Was ist nur los mit uns? Da scheint ein bisschen die Sonne, da wird’s ein paar Grad wärmer und auf einmal auch ums Herzilein. Da soll nochmal einer erzählen, die Menschheit sei nicht wetterfühlig.

Und doch hat das Ganze immer etwas Aufwühlendes im Handgepäck. Man fühlt sich wieder rastlos, möchte alles und zwar sofort, auf einmal sind die Karten wieder neu gemischt und man möchte nicht mehr zusehen, sondern mitspielen. Es ist wirklich aufregend zu betrachten, wie das Paarungsverhalten von vorne losgeht.
Während im Winter müde gelächelt wurde, wird nun über beide Ohren geflirtet, es werden Drinks ausgegeben und Reviere markiert.
Zeit, mal was zu tun. Aus allen Löchern kommen sie nun wieder gekrochen, die Singles, die anscheinend spätestens jetzt keine mehr bleiben wollen. Wie auf Knopfdruck werfen sie sich ihr blaues Band über und ziehen los, in den Rosen-, ne, anders, Tulpen-Krieg.

Forscher können den Zusammenhang zwischen der aufblühenden Stimmung in der Natur und der Empfindsamkeit der Menschen erklären. Die Natur erneuere sich und da der Mensch Teil dieser ist, zieht er unweigerlich mit. Das ist doch nett, das passt doch irgendwie.
Weiterhin wird allerdings erklärt, dass es nicht unbedingt der Duft von Maiglöckchen sei, der uns verzückt, sondern „der modrige Geruch von Moos und Laub, der in der Sonne verfault“ (Quelle Focus).
Na gut, das kann ja so stehen gelassen und nicht weiter kommentiert werden.

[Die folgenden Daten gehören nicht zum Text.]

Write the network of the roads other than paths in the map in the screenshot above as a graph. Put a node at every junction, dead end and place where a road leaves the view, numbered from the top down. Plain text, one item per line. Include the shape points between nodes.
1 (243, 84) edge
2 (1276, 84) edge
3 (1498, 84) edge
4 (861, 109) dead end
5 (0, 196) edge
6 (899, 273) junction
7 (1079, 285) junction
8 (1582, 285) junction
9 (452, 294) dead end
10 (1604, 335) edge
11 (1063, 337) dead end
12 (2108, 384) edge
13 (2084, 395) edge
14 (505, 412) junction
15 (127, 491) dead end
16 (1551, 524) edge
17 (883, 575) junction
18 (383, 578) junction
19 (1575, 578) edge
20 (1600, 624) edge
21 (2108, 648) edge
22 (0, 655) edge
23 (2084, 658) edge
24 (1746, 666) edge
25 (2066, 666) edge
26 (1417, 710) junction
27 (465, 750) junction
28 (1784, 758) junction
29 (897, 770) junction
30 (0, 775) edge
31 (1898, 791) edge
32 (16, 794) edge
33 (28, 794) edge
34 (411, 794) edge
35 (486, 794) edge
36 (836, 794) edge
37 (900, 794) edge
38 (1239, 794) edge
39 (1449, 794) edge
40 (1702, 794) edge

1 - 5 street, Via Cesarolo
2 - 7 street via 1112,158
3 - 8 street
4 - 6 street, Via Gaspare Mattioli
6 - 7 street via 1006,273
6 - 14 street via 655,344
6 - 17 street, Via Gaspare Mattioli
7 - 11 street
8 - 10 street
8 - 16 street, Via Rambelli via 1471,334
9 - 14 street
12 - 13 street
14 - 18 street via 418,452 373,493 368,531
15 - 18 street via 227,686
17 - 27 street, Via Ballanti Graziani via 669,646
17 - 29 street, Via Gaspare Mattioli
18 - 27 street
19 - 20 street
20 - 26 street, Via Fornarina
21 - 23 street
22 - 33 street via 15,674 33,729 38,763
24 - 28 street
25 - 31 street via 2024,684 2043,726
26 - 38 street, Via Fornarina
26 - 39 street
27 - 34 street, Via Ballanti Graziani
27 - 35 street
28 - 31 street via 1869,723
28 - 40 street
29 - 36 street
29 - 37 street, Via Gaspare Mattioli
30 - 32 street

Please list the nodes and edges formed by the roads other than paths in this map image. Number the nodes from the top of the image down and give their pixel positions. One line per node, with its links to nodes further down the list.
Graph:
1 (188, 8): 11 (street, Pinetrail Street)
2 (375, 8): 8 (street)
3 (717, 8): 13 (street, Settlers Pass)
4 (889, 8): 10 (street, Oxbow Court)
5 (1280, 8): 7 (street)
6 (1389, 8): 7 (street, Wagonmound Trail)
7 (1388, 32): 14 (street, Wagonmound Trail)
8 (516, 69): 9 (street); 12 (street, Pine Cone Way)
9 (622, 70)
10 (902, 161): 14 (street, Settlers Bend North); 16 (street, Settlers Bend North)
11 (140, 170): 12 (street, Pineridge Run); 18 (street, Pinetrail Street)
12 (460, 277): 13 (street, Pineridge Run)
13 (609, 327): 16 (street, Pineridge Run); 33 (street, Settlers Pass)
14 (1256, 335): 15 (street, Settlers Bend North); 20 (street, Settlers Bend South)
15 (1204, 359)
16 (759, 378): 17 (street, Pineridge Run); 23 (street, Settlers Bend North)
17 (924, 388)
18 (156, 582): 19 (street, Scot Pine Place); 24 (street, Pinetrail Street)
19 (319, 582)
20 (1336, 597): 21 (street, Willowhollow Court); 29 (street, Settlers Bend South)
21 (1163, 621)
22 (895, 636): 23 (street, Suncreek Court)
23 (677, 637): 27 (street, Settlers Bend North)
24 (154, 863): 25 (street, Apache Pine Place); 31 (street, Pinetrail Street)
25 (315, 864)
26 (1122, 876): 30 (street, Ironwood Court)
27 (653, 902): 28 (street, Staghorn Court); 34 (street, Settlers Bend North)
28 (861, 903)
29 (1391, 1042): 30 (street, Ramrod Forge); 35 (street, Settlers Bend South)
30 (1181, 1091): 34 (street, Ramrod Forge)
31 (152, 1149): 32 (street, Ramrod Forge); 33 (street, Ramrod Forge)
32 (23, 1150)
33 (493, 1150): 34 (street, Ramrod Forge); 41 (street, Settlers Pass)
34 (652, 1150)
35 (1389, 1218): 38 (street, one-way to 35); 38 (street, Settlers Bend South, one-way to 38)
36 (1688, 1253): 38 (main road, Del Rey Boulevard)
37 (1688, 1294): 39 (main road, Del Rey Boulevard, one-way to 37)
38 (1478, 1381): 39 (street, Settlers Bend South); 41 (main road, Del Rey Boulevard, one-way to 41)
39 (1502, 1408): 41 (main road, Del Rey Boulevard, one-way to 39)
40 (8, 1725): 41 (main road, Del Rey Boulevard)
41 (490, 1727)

Wie auch immer, diese Aufbruchstimmung hat etwas Romantisches, es ist einem nach Sturm und Drang zumute und das nicht zu wenig.
Und irgendwie ist dieses Unentschlossene doch wirklich ein bisschen Magie für sich – man kann sich treiben lassen und nichts tun - wozu auch, man will ja heute das und morgen was ganz Anderes.
Gleiches ist beim Frühling auch zu finden – der April steht vor der Tür, genau der Monat, in dem immer alles möglich ist. Du gehst mit kurzen Hosen nach draußen und kommst nass bis auf die Knochen zurück. Oder du hast einen Regenschirm dabei und kehrst mit Sonnenbrand nach Hause.
Wunderbar, diese Abwechslung und Ungewissheit – man ist mal wieder gezwungen, innezuhalten und den nervenden Kopf auszuschalten. Genießen und mit Humor nehmen, und zwar den April und die sich überschlagenden Gefühle.
Denn ob es bei diesen Schmetterlingen im Bauch bleibt oder, ob sie in der erdrückenden Sommerhitze schon längst wieder passé sind, das weiß niemand so recht. Da kann ich nur schmunzelnd an die Weisheiten einiger Generationen vor uns zurückdenken: „Liebe vergeht, Hektar besteht.“

In diesem Sinne: Schmeißt euch in die blauen Gewänder und tanzt den Frühling – so oder so, es ist (frei nach Rilke) ein Fest, was man nicht verstehen muss, um es zu leben.